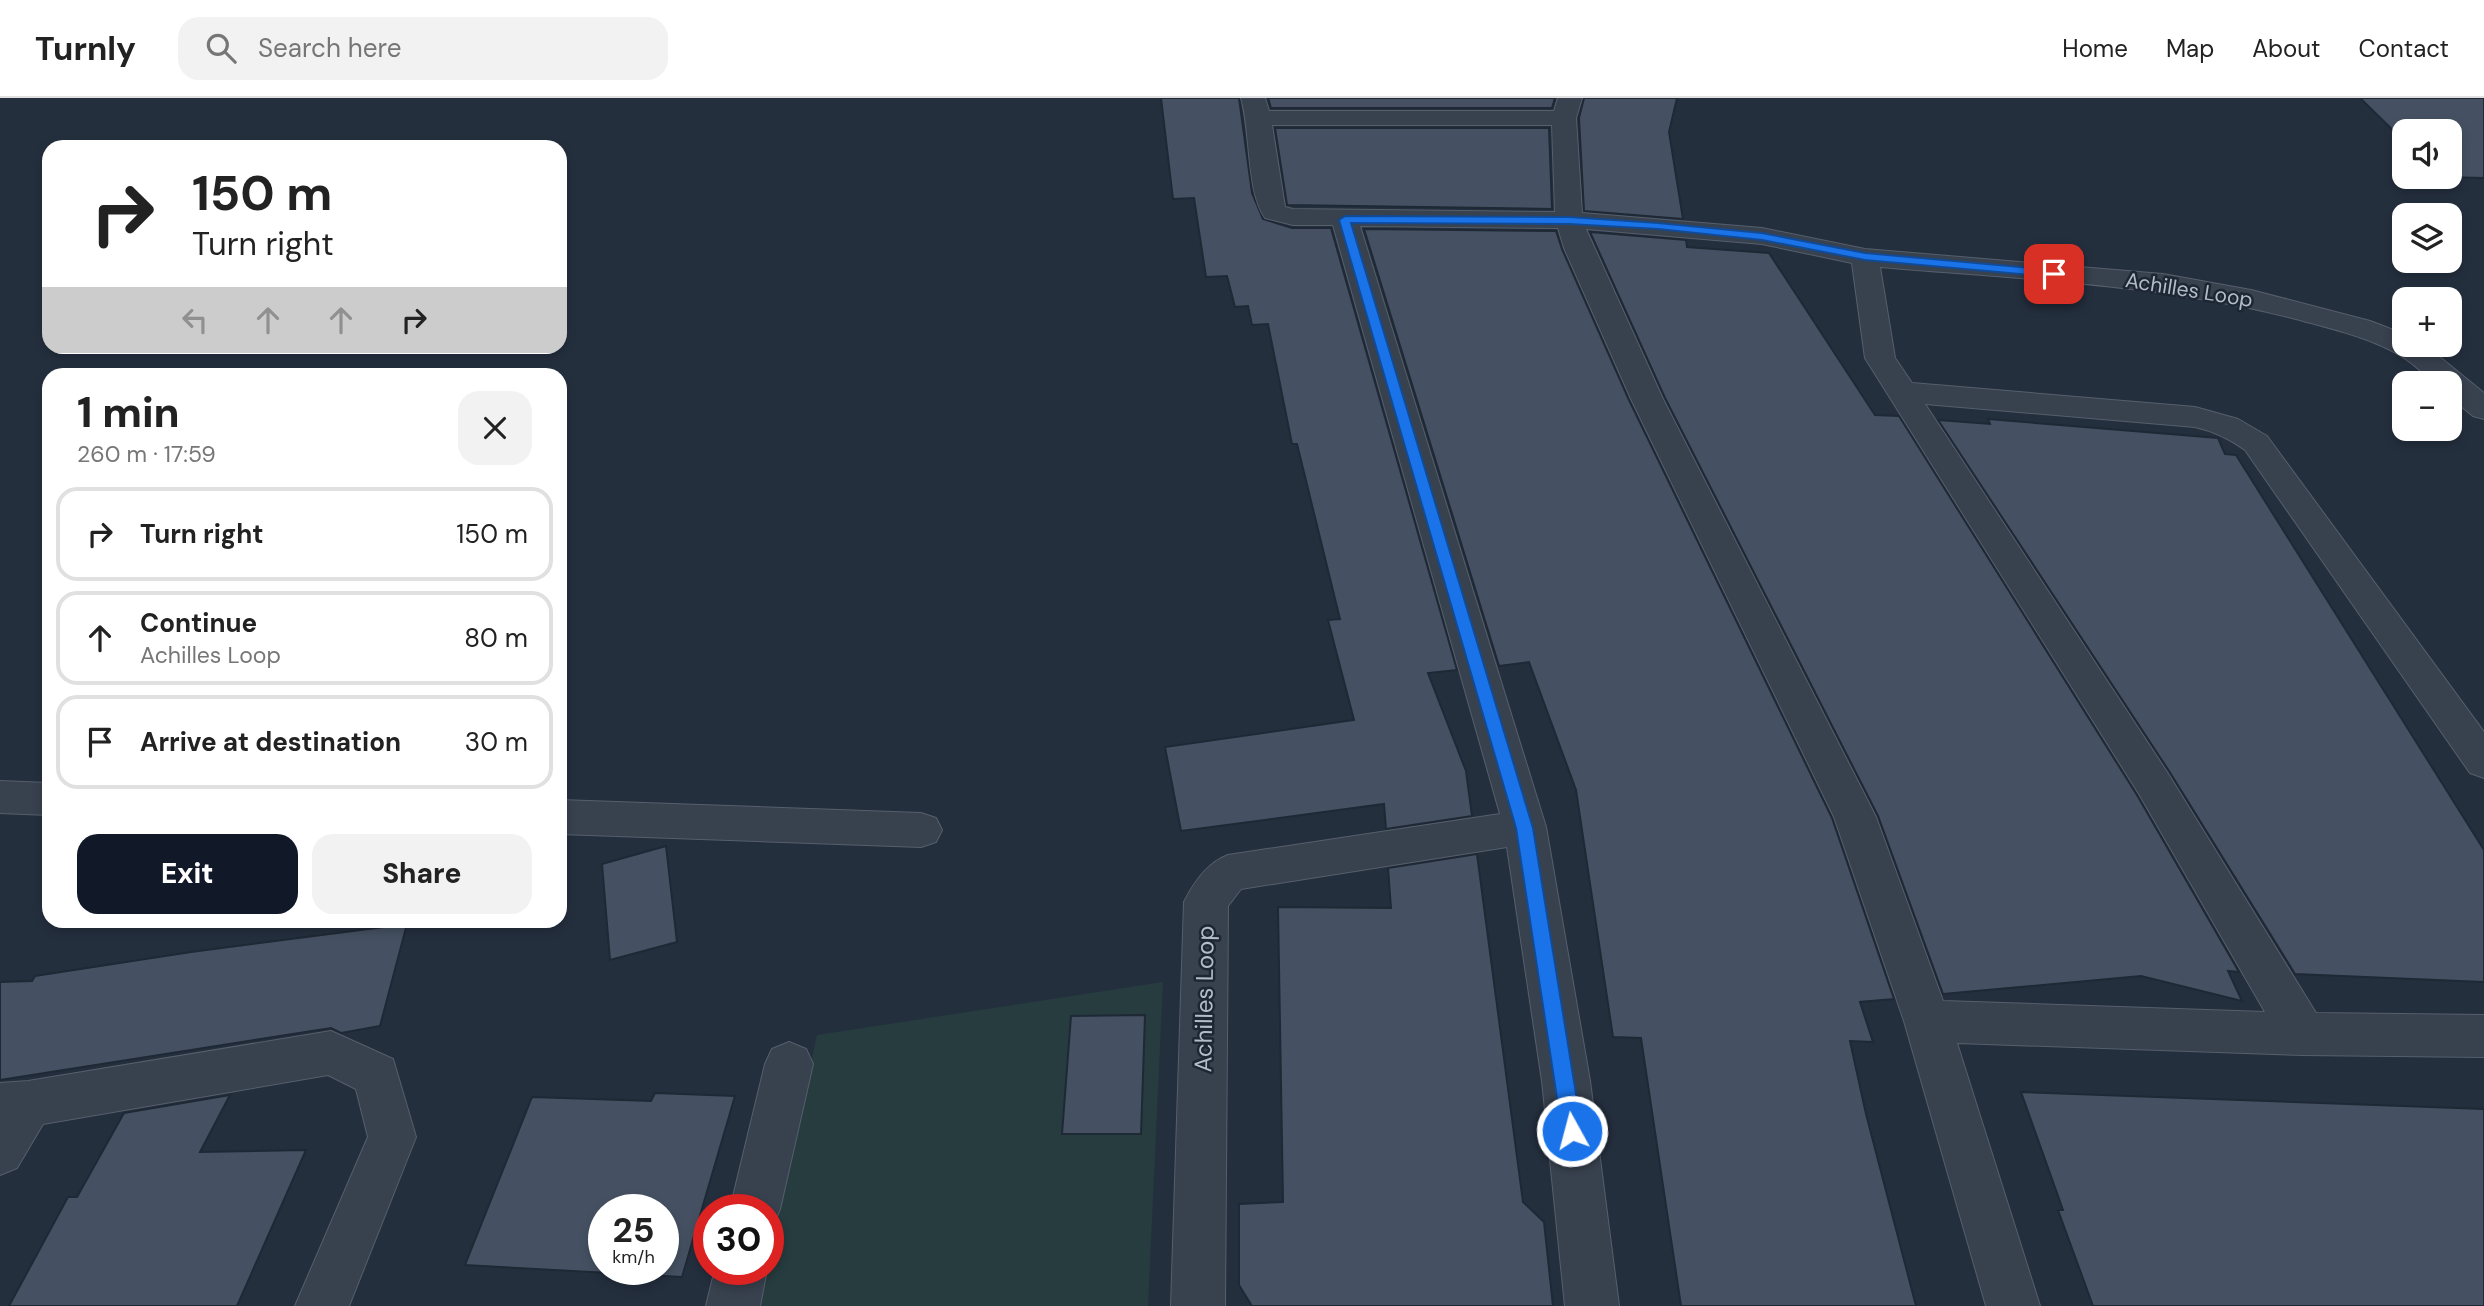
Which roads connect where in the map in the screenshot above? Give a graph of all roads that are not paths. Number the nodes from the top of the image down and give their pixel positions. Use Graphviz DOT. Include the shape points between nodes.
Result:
graph roads {
  1 [pos="1256,108"];
  2 [pos="1567,108"];
  3 [pos="1345,220"];
  4 [pos="1569,220"];
  5 [pos="1865,257"];
  6 [pos="1901,392"];
  7 [pos="2484,409"];
  8 [pos="2484,762"];
  9 [pos="0,797"];
  10 [pos="42,799"];
  11 [pos="567,817"];
  12 [pos="1525,828"];
  13 [pos="921,830"];
  14 [pos="1927,1021"];
  15 [pos="2303,1034"];
  16 [pos="2484,1036"];
  17 [pos="789,1064"];
  18 [pos="14,1105"];
  19 [pos="0,1151"];
  20 [pos="759,1194"];
  21 [pos="738,1285"];
  22 [pos="322,1306"];
  23 [pos="733,1306"];
  24 [pos="1198,1306"];
  25 [pos="1592,1306"];
  26 [pos="2012,1306"];
  1 -- 2 [label="street"];
  1 -- 3 [label="street, Achilles Loop" via="1274,212 1293,218"];
  2 -- 4 [label="street"];
  3 -- 4 [label="street, Achilles Loop"];
  3 -- 12 [label="street"];
  4 -- 5 [label="street, Achilles Loop" via="1762,236"];
  4 -- 14 [label="street" via="1647,399 1855,817"];
  5 -- 6 [label="street" via="1880,358"];
  5 -- 7 [label="street, Achilles Loop" via="2163,283 2251,299 2389,338 2414,351"];
  6 -- 8 [label="street" via="2195,417 2246,435"];
  6 -- 15 [label="street" via="2153,783"];
  9 -- 10 [label="street"];
  11 -- 13 [label="street"];
  12 -- 24 [label="street, Achilles Loop" via="1228,873 1206,902"];
  12 -- 25 [label="street" via="1566,1081"];
  14 -- 15 [label="street"];
  14 -- 26 [label="street"];
  15 -- 16 [label="street"];
  17 -- 20 [label="street"];
  18 -- 19 [label="street"];
  18 -- 22 [label="street" via="331,1053 376,1075 393,1137"];
  21 -- 23 [label="street"];
}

= = =

INSTRUCTIONS TO FOLLOW -
Check each line of the records for the word "Loop", and show the lines that contain it.

RESULT -
  1 -- 3 [label="street, Achilles Loop" via="1274,212 1293,218"];
  3 -- 4 [label="street, Achilles Loop"];
  4 -- 5 [label="street, Achilles Loop" via="1762,236"];
  5 -- 7 [label="street, Achilles Loop" via="2163,283 2251,299 2389,338 2414,351"];
  12 -- 24 [label="street, Achilles Loop" via="1228,873 1206,902"];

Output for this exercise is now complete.